Howard (Smith) é fundador e diretor de contas de uma agência de publicidade de sucesso. Seu sócio e melhor amigo, Whit (Norton) é redator. O longa começa com uma celebração por aquele que foi “o melhor ano da história” da agência. No discurso de agradecimento, Howard brinda seus funcionários com um discurso sobre os três conceitos abstratos que movem a boa propaganda: amor, tempo e morte. “Todos nós queremos o amor de alguém, precisamos de mais tempo e tememos a morte”, ele diz. O clima de alegria é substituído num 360° da câmera, que mostra um Howard na mesma posição no espaço, mas três anos no futuro. Uma pessoa completamente mudada, depressiva e isolada pelo luto após a morte de sua filha de 6 anos.

Como muitos contratos da agência dependem do relacionamento de Howard com os clientes, Whit, Claire (Winslet) e Simon (Peña) começam a temer pela falência do negócio. Existe uma oferta pela venda da agência para outro grupo, mas Howard não permite que o assunto seja sequer discutido e cabe a ele a decisão, pois é dono da maior parte das ações.

Em uma completa distorção do significado da palavra “amizade”, Whit, Claire e Simon contratam uma detetive particular (Ann Dowd) para descobrir se Howard mantém algum hábito que pudesse comprovar uma eventual insanidade, de forma a vender a agência sem o seu consentimento. Mesmo não precisando de inimigos tendo amigos como esses, é difícil se conectar à dor de Howard: o filme não estabelece como ele era antes da perda da filha (a cena inicial tem menos de dois minutos) e também não oferece material para que nos comiseremos por seu estado. Em boa parte do filme, Will Smith anda de bicicleta e não fala. Fica sentado no escuro e escreve cartas.

Literalmente

Esta é a descoberta da detetive que está nos trailers e proporciona o grande ato de Beleza Oculta: as cartas que Howard escreve precisamente para as abstrações de seu discurso no começo do filme. Ele está de luto – mal trabalhado – e impossibilitado de ficar em paz novamente com a Morte, o Tempo e o Amor. De posse destas cartas (curiosamente, Howard envia cartas para abstrações pelo correio), seus três “amigos” contratam atores (Helen Mirren, Keira Knightley e Jacob Latimore) para interpretarem as abstrações, de modo que Howard ache que está louco e decida vender a agência.

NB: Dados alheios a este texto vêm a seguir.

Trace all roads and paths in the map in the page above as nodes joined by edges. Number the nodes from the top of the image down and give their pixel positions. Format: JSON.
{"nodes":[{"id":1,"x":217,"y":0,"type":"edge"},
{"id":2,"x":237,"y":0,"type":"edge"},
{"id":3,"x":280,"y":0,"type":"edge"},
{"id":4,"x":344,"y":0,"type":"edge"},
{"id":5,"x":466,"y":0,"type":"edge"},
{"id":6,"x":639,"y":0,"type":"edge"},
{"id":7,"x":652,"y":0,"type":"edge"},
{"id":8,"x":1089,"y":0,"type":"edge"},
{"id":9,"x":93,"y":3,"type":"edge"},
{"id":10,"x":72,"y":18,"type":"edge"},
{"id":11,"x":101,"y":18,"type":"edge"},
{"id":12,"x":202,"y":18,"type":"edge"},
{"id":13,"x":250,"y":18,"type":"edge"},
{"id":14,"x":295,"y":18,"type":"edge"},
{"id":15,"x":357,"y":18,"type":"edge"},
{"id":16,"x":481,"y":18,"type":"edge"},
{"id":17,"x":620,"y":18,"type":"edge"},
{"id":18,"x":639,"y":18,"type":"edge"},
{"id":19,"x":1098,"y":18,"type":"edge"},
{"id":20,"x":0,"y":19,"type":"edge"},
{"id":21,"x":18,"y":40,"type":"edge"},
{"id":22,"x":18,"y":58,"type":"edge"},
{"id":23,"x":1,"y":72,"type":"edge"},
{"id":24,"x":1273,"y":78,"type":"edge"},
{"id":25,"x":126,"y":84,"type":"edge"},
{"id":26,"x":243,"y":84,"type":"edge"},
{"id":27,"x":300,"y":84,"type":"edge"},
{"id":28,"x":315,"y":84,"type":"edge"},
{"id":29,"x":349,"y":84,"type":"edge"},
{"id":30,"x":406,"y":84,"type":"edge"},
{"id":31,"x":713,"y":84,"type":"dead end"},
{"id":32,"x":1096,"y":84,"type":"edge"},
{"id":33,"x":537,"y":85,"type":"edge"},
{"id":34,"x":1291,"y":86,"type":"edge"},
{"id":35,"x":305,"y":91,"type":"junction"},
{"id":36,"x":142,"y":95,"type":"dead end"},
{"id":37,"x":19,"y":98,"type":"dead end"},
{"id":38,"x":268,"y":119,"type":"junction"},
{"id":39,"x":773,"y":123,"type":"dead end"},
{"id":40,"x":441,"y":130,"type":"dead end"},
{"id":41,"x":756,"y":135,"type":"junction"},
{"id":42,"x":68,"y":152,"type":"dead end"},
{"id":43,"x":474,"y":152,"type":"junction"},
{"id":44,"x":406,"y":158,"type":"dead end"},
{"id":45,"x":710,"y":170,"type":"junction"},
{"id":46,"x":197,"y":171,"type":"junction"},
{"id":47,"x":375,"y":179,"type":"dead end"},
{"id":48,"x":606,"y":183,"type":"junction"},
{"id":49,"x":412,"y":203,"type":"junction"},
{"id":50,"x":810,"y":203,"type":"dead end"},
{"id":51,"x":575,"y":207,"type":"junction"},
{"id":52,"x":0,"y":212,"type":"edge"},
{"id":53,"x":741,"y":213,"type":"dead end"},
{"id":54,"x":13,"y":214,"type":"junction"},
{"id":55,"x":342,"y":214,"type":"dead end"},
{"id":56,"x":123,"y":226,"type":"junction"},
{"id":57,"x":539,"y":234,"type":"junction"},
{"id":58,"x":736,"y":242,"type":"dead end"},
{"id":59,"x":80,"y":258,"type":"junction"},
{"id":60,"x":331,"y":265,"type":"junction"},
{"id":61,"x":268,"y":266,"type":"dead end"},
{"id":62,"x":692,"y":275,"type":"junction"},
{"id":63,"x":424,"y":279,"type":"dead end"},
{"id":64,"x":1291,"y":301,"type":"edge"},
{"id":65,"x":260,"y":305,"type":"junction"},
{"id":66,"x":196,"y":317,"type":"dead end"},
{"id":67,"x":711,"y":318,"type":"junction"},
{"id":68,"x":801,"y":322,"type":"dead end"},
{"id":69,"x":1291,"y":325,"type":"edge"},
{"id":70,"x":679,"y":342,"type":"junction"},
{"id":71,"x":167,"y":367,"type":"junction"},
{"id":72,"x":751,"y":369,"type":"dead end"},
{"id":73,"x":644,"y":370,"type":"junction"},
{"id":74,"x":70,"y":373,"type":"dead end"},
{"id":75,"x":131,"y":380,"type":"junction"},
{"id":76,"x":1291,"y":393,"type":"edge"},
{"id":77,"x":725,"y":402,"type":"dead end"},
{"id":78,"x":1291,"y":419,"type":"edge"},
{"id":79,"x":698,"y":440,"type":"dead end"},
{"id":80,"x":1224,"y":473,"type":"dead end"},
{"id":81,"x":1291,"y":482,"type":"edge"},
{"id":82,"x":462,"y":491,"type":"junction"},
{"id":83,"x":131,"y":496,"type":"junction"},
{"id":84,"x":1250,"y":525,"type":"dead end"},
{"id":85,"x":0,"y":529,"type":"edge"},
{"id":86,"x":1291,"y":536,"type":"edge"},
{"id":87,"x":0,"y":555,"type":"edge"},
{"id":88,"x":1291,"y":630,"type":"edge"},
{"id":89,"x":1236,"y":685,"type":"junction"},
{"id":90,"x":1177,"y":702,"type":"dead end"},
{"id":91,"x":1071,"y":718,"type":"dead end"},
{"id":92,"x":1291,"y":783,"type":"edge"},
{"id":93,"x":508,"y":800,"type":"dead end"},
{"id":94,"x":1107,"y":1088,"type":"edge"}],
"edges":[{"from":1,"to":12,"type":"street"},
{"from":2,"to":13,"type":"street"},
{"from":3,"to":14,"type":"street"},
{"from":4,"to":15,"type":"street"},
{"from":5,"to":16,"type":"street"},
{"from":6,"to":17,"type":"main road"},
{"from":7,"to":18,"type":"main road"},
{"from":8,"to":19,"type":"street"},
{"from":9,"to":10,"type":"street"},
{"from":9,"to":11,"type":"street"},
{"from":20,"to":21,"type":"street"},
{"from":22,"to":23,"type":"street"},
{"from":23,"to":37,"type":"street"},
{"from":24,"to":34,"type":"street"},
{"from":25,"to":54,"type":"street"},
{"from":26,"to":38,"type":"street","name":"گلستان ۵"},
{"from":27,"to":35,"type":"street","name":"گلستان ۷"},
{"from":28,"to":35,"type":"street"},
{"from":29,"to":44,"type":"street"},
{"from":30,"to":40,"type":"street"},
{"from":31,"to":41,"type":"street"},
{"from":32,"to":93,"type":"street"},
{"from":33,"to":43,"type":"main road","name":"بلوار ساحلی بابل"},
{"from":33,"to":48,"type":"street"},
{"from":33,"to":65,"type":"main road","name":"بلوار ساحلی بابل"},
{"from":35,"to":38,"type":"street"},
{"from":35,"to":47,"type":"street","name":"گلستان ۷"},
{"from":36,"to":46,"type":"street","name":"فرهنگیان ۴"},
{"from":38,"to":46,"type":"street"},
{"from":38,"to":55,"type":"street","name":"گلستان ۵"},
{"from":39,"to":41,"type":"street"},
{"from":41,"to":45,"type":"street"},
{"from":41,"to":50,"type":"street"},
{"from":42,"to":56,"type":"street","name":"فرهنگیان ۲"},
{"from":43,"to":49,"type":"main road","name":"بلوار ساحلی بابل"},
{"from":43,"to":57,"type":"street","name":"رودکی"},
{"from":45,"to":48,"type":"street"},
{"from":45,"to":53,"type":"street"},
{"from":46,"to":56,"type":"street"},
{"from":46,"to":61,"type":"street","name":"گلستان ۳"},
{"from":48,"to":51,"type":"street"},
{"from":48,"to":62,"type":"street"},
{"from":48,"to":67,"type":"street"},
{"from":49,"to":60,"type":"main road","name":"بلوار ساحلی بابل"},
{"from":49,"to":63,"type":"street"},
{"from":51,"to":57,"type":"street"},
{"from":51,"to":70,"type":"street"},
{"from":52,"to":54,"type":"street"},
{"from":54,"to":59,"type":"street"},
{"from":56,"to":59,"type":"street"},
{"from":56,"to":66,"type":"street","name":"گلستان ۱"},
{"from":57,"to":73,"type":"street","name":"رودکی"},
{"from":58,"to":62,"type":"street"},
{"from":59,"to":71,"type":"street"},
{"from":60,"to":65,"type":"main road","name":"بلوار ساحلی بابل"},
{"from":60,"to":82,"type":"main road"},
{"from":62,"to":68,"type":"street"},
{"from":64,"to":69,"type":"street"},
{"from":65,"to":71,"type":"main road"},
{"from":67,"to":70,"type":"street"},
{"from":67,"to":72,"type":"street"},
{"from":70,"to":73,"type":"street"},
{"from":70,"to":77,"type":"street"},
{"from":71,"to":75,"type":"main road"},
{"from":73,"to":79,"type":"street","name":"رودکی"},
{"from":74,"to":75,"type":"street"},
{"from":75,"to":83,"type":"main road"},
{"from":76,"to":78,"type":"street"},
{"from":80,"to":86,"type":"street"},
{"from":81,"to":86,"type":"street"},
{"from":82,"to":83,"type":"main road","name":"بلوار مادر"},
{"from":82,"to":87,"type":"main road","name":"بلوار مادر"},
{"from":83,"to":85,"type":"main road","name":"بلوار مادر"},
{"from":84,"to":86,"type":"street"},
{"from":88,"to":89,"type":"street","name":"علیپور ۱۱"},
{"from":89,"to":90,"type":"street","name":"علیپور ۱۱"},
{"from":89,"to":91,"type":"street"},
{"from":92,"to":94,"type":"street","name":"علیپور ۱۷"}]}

Este completo despropósito tenta levar a situações inusitadas mas, honestamente, desperta certo nojo pela forma como as pessoas que construíram suas vidas ao lado de um homem passando pelo pior momento da vida são capazes de manipular tamanho sofrimento para ganho pessoal, travestido de preocupação. O texto é pobre, muitas vezes apelando para piadas rápidas que tentam amenizar o clima indigesto do argumento. Em um esforço de criar um roteiro “amarrado”, Whit, Claire e Simon também têm problemas pessoais que envolvem Amor, Tempo e Morte. Expostos ao longo do desenvolvimento de forma forçada, servem para humanizar aquelas pessoas que estão armando para seu chefe-sócio-amigo. Não cola.

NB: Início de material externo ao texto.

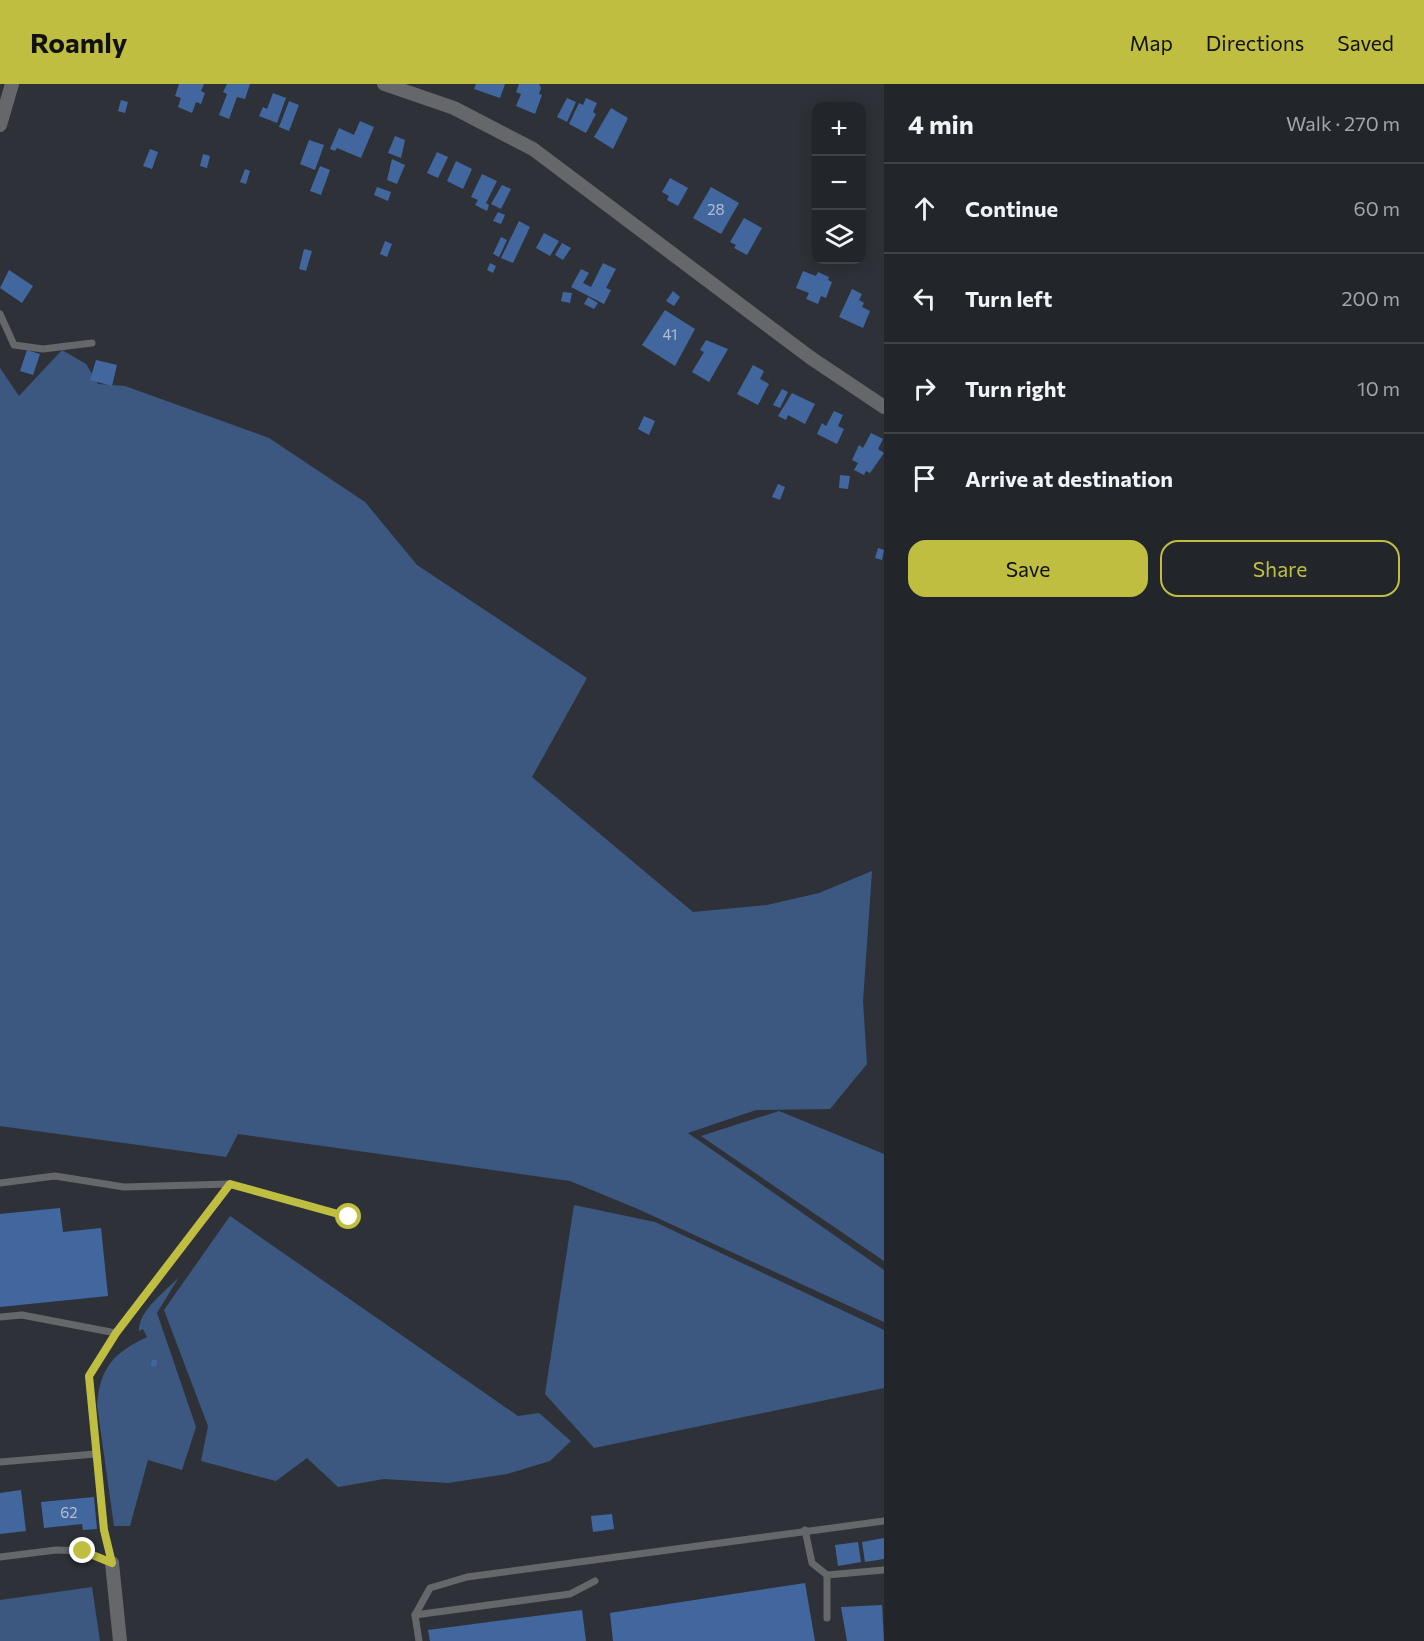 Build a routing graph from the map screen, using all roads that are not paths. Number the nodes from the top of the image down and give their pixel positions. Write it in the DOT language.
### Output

A relação de Howard com Madeleine (Naomie Harris) se revela o segredo mais óbvio do filme

Em um momento digno de risos, Whit muda o slogan de um comercial no meio do teste de elenco, acatando a sugestão de uma das atrizes presentes. Não é assim que redatores trabalham: este efeito pode até parecer “cinematográfico” (já era brega nos anos 90), mas a produção de um slogan passa por literalmente dezenas de pessoas. A Criação fornece inúmeras opções e algumas são selecionadas. Uma defesa para cada uma delas é preparada e o material é apresentado ao cliente. Este muitas vezes pede uma amálgama de duas, até três das opções oferecidas. É extremamente trabalhoso oferecer o que o cliente quer, sem esquecer do que o cliente precisa com aquele slogan. Por mais que Whit seja um profissional fora de série e deseje de coração oferecer ao cliente o melhor slogan possível (muitos simplesmente esquecem do projeto assim que ele é aprovado), não basta dar um grito pro coordenador do teste de elenco para avisar que “o slogan mudou”. Mistificações como essa de Beleza Oculta acabam desvalorizando o trabalho de profissionais sérios.

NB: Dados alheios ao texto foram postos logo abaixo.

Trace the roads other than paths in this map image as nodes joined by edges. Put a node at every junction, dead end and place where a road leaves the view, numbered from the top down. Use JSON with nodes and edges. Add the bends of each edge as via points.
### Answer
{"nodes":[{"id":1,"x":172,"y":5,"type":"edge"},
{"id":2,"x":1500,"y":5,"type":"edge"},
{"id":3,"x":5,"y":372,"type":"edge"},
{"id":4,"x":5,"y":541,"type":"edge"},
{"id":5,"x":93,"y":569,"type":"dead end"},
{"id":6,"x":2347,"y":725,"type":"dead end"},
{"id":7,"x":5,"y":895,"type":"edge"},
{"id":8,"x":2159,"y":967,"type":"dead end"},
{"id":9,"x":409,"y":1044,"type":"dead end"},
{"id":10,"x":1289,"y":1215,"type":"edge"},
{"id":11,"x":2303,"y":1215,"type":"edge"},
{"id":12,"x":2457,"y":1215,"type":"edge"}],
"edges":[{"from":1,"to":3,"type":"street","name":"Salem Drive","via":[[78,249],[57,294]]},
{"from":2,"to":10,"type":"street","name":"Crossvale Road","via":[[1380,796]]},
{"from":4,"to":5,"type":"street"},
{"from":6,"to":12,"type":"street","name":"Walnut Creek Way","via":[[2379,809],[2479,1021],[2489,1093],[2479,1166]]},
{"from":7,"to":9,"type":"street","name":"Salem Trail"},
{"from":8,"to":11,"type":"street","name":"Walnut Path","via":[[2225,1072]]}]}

A ideia interessante de Beleza Oculta se perde no roteiro preguiçoso. No fim, Allan Loeb se preocupa em explicar cada pormenor do filme, deixando nada para o espectador deduzir, ou mesmo refletir ao final da sessão. Para uma história previsível e baseada em conceitos abstratos, ser tão concreto nas conclusões é decepcionante.